Steve’s Thoughts
My girlfriend asks me this question almost every time we leave our home. Why, you ask? Because I’ve forgotten my keys more often than I should and then been locked out. This happens because our front door automatically locks when we leave as a safety precaution. Maybe I need to replace my Ted Lasso “BELIEVE” sign with a “Do you BELIEVE you have your keys?” sign.
Automatic session locking is a security feature that automatically locks a user's session on an enterprise asset, such as a computer or mobile device, after a specified period of inactivity. Just as locking the front door of a home acts as a deterrent for potential intruders, enabling session locking ensures that unauthorized individuals cannot access a user's digital workspace. It adds an extra layer of protection by requiring authentication, such as a password or biometric verification, to regain access to the session.

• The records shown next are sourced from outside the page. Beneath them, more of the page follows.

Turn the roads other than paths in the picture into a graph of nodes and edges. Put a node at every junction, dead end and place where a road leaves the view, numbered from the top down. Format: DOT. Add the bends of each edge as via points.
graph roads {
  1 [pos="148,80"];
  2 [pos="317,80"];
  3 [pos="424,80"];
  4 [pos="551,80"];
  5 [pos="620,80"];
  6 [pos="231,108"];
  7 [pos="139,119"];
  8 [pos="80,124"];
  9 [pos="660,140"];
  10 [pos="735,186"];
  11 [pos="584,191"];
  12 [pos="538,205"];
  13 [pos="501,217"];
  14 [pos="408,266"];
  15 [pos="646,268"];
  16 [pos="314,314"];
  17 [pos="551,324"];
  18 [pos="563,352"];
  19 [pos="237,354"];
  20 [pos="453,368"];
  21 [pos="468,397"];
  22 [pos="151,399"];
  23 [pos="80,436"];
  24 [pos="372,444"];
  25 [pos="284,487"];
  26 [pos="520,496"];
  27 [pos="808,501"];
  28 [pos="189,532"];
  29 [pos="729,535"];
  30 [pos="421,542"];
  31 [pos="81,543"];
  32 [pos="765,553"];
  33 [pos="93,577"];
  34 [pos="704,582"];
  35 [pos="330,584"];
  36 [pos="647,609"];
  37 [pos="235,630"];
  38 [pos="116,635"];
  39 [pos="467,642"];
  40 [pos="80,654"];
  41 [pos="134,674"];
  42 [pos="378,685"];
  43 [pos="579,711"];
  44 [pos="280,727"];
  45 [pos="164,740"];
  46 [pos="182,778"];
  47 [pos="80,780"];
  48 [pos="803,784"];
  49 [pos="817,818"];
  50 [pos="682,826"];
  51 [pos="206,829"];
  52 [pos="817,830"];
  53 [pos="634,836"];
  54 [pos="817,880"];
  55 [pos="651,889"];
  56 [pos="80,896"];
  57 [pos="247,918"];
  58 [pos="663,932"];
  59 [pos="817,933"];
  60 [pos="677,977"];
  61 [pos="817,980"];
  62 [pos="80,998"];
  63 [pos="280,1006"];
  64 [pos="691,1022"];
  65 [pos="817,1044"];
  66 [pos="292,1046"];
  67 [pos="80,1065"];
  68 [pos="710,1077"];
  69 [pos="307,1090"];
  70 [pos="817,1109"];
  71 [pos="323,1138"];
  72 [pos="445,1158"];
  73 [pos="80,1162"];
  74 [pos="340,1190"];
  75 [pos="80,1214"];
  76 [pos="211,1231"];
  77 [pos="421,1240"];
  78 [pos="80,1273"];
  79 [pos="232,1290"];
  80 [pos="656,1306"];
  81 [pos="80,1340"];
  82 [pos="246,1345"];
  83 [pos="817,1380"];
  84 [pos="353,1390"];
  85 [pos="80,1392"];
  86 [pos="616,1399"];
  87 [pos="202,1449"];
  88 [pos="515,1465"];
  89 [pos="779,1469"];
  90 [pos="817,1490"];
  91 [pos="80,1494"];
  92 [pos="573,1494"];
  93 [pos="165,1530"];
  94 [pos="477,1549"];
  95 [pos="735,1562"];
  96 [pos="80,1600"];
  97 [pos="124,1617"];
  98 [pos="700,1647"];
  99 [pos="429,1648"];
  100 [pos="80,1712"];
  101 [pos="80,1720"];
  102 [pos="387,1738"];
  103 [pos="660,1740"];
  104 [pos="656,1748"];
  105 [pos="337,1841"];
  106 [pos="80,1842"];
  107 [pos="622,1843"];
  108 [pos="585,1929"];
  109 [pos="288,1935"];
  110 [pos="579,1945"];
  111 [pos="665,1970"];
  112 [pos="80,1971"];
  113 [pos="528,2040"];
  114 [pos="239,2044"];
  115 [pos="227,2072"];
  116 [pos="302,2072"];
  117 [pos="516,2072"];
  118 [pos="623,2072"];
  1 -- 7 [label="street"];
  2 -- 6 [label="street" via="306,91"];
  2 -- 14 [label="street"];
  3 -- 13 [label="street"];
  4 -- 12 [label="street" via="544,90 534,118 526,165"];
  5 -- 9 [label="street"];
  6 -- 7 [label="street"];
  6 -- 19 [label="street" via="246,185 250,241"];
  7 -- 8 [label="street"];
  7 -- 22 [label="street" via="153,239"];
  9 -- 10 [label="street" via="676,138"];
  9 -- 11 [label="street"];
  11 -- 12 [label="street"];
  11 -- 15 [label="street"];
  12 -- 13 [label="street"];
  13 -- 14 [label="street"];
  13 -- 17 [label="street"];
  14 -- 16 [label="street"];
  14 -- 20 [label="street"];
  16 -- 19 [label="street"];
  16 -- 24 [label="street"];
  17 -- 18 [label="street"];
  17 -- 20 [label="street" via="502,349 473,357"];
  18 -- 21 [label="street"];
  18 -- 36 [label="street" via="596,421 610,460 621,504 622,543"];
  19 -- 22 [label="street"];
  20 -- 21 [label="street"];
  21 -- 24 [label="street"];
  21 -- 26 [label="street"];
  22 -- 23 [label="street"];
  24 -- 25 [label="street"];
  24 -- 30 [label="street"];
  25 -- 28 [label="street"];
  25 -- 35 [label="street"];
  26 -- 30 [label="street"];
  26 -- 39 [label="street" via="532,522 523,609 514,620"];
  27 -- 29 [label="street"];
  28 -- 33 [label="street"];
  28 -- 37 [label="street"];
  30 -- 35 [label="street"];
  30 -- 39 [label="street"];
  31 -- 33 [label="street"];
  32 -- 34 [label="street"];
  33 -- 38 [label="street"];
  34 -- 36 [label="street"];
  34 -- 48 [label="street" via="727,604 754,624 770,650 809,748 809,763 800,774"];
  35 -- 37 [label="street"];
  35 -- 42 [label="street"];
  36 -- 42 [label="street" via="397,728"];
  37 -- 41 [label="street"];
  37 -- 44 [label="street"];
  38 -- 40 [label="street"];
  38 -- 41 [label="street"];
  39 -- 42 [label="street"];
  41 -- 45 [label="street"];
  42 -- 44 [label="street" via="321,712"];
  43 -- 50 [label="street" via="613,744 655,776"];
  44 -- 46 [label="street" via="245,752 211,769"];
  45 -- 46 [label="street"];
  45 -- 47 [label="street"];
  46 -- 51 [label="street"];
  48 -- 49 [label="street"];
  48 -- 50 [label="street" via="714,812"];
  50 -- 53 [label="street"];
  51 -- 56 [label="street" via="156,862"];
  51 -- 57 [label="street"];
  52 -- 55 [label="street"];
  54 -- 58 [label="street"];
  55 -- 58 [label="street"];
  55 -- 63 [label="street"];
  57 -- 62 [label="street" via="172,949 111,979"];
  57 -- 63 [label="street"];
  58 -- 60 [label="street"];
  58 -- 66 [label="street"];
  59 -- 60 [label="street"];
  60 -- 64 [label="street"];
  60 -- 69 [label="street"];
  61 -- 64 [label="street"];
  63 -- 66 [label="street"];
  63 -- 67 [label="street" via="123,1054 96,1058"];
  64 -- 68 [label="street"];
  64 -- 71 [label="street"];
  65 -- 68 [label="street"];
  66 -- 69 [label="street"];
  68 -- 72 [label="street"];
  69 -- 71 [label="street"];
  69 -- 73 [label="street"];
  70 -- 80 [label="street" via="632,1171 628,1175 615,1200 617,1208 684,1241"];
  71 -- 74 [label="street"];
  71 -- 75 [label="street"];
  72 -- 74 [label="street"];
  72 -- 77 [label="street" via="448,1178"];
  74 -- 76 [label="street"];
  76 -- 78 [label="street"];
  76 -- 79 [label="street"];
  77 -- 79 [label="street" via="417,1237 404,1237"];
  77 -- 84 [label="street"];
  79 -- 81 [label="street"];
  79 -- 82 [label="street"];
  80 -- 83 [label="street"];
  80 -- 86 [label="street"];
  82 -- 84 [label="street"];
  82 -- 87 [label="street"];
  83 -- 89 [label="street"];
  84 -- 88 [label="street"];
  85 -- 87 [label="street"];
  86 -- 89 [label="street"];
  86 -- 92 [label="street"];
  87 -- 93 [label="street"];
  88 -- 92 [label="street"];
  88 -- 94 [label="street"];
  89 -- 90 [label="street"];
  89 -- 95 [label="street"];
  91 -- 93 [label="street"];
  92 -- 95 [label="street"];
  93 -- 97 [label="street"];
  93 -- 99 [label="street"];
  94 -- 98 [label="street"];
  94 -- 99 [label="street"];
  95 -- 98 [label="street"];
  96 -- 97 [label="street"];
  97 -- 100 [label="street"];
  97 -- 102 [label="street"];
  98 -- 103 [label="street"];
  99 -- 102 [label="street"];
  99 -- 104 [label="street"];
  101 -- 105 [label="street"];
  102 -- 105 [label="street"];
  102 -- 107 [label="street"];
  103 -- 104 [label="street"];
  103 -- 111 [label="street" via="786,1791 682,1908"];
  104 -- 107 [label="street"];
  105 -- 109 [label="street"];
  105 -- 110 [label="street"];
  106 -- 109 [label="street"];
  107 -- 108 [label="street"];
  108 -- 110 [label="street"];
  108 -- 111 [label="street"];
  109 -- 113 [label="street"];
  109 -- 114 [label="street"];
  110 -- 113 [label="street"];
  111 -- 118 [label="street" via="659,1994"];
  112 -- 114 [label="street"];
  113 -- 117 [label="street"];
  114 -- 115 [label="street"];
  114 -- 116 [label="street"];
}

Configuring automatic session locking on enterprise assets after a defined period of inactivity is a crucial security measure that helps protect sensitive data and mitigate the risk of unauthorized access. By implementing session locking best practices, organizations can bolster their security posture, comply with regulatory requirements, and foster a security-conscious culture among employees. Remember, an effective security strategy combines technical controls with user awareness and adherence to best practices.
Bryon’s Thoughts
CIS Safeguard 4.3 places emphasis on the implementation of automatic session locking for enterprise assets. This safeguard entails configuring systems to automatically lock user sessions after a designated period of inactivity. The purpose of this security measure is to protect against unauthorized access and mitigate potential risks when devices are left unattended. By implementing automatic session locking, we enhance our organization's overall security posture and minimize the likelihood of data breaches, internal threats, and other detrimental security incidents.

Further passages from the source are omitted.